Los Angeles FC could not have won their first MLS Cup in a more dramatic fashion. Penalties ultimately clinched the victory over the Philadelphia Union, but everyone – certainly those of a black and gold persuasion – remembers that game last year for Gareth Bale’s iconic equaliser in stoppage time of extra time. That was effectively the moment LAFC won it.
Steve Cherundolo’s team will do well to replicate the spectacle of last year’s MLS Cup, but they can retain their title by beating the Columbus Crew on Saturday. Only three teams (DC United, Houston Dynamo and LA Galaxy) in MLS history have ever pulled off a championship repeat. LAFC can make themselves the fourth.
Not since the days of David Beckham, Landon Donovan and Robbie Keane at the LA Galaxy has MLS produced a true dynasty. The Seattle Sounders and Toronto FC both made three MLS Cup finals in four years between 2016 and 2019, but the three MLS Cups won by the Galaxy between 2011 and 2014 established a level of dominance not seen in MLS this century.
LAFC can only win a second MLS Cup in two years this weekend, but victory over Columbus could mark the start of a new dynasty, certainly when the two additional Supporters Shield’ triumphs between 2019 and 2022 are factored in. This is a club that knows how to win. It’s also a club that values winning more than any other in MLS.
Under Bob Bradley, the Black and Gold were renowned for their dynamic, possession-based style of play. LAFC surged to the Supporters’ Shield in only their second season as a MLS franchise, setting a new standard for expansion teams, but faltered in the post-season, only making the Western Conference semi-finals. What worked in the regular season failed in the playoffs.

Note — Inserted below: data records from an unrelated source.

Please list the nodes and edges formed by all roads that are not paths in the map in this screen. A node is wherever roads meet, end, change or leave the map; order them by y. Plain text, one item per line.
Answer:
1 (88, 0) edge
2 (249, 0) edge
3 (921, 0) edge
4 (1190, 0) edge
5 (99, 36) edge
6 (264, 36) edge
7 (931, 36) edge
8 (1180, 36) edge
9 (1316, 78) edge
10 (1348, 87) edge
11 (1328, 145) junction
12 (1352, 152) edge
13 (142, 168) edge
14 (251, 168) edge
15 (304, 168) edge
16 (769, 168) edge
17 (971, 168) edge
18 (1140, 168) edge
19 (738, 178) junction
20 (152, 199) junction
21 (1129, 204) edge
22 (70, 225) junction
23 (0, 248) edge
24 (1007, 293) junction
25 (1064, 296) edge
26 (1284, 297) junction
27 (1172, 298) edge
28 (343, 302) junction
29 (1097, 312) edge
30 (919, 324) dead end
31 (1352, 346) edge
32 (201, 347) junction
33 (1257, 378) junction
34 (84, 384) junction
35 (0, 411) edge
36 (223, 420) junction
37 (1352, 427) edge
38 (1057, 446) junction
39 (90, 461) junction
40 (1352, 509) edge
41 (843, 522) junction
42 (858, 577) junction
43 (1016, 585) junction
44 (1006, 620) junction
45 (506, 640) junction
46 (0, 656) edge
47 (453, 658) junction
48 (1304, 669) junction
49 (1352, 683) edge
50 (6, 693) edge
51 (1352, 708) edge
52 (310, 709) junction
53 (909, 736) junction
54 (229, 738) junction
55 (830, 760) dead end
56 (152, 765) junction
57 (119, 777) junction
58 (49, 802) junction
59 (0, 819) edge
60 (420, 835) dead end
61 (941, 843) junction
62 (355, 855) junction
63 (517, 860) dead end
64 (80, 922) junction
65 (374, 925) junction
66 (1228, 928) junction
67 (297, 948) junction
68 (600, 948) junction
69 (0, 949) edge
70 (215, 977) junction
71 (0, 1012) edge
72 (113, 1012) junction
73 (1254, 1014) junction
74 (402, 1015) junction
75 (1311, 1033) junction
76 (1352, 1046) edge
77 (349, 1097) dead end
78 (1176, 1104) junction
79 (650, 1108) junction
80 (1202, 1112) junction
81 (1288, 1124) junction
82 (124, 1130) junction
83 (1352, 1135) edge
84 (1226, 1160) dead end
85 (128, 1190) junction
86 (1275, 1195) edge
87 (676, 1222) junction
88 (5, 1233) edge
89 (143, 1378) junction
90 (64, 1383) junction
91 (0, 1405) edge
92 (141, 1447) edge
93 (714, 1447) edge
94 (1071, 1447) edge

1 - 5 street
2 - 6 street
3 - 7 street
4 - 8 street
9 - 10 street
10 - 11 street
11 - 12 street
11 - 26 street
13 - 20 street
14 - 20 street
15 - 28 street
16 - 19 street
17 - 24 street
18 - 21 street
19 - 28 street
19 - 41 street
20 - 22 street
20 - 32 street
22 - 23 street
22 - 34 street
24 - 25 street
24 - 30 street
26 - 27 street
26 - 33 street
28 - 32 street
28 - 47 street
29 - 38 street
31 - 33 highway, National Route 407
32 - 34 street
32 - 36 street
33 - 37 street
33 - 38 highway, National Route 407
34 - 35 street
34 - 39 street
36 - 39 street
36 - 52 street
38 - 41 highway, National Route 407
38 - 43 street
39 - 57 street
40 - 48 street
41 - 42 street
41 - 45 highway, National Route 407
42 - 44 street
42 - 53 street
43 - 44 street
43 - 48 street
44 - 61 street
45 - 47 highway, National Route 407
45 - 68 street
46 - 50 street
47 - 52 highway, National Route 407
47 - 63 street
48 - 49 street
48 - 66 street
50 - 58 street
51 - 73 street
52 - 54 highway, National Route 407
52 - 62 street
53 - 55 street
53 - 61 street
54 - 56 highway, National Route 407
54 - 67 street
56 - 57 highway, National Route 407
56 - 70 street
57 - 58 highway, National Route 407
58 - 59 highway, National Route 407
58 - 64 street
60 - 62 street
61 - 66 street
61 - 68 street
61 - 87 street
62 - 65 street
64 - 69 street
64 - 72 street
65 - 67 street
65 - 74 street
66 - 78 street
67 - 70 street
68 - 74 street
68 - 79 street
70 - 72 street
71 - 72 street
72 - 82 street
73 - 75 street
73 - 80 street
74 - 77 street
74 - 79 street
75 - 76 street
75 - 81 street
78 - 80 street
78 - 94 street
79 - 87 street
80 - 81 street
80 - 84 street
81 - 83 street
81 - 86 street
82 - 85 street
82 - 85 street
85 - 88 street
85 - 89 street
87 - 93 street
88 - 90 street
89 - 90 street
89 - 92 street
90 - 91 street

This season, they’ve taken a different approach under Cherundolo. While LAFC aren’t as dynamic, even compared to last season when they won a Supporters’ Shield and MLS Cup double, their more pragmatic style has helped push them through the post-season and possibly to another championship. Knockout soccer brings the best out of a group of players now used to turning it on when it matters most.
Saturday’s MLS Cup will be the ultimate test of LAFC’s winning resolve. The Columbus Crew are the ideologically purest team in MLS at this moment in time. Wilfried Nancy’s high-energy, high-risk approach has made Columbus the league’s most entertaining team. Their controlled chaos makes them dangerous in every phase, as demonstrated by last weekend’s thrilling comeback win over FC Cincinnati. To topple Columbus, LAFC must do more than just win a soccer match - they must win the philosophical argument too.
Dynasties almost never happen in MLS because of the league’s restrictive roster rules. LAFC, however, are better at navigating the transfer market than anyone else. Their recruitment strategy accounts for the inevitable squad turnover that happens every season - see how they have absorbed the departure of players like José Cifuentes and Diego Rossi while still moving forward. Carlos Vela’s departure will be next to be absorbed.
LAFC’s current squad might be the strongest ever assembled in MLS. From front to back, they boast quality. In Vela, they have a reliable source of attacking creativity who has set the tone for the club ever since their expansion season with Denis Bouanga the league’s best finisher. They also have unparalleled depth through the midfield and defence, as proven by the fact USA international Aaron Long isn’t even a guaranteed starter.
All this is in stark contrast to the recent fortunes of the LA Galaxy who finished second-bottom of the Western Conference this season. Having dominated MLS a decade ago, the Carson club has now missed out on the playoffs in three of the last four seasons and there’s no sign of a quick turnaround happening any time soon.
Despite this, the LA Galaxy remain Los Angeles’ biggest club globally, largely due to the lingering legacy of Beckham. It was once said that the Galaxy look bigger the further away you are from it and that still rings true even as they struggle for results. The LA Galaxy are still internationally seen as LA’s marquee franchise.
The more LAFC win, though, the closer they get to a changing of the guard. This might have already happened in a local sense – although the LA Galaxy still attract more fans to their home games on average - and it has certainly happened in a soccer sense, but the sight of another trophy in black and gold ribbons would have an impact.
Bale’s big moment last year was the culmination of a lot for LAFC. It won them their first MLS Cup and gave the club its first truly iconic moment - Bale’s goal was viewed millions of times around the world. That’s the thing about dynasties, though - they aren’t defined by just one triumph or iconic moment. They keep producing them. LAFC will arrive in Columbus this weekend as defending champions, but they could leave as much more.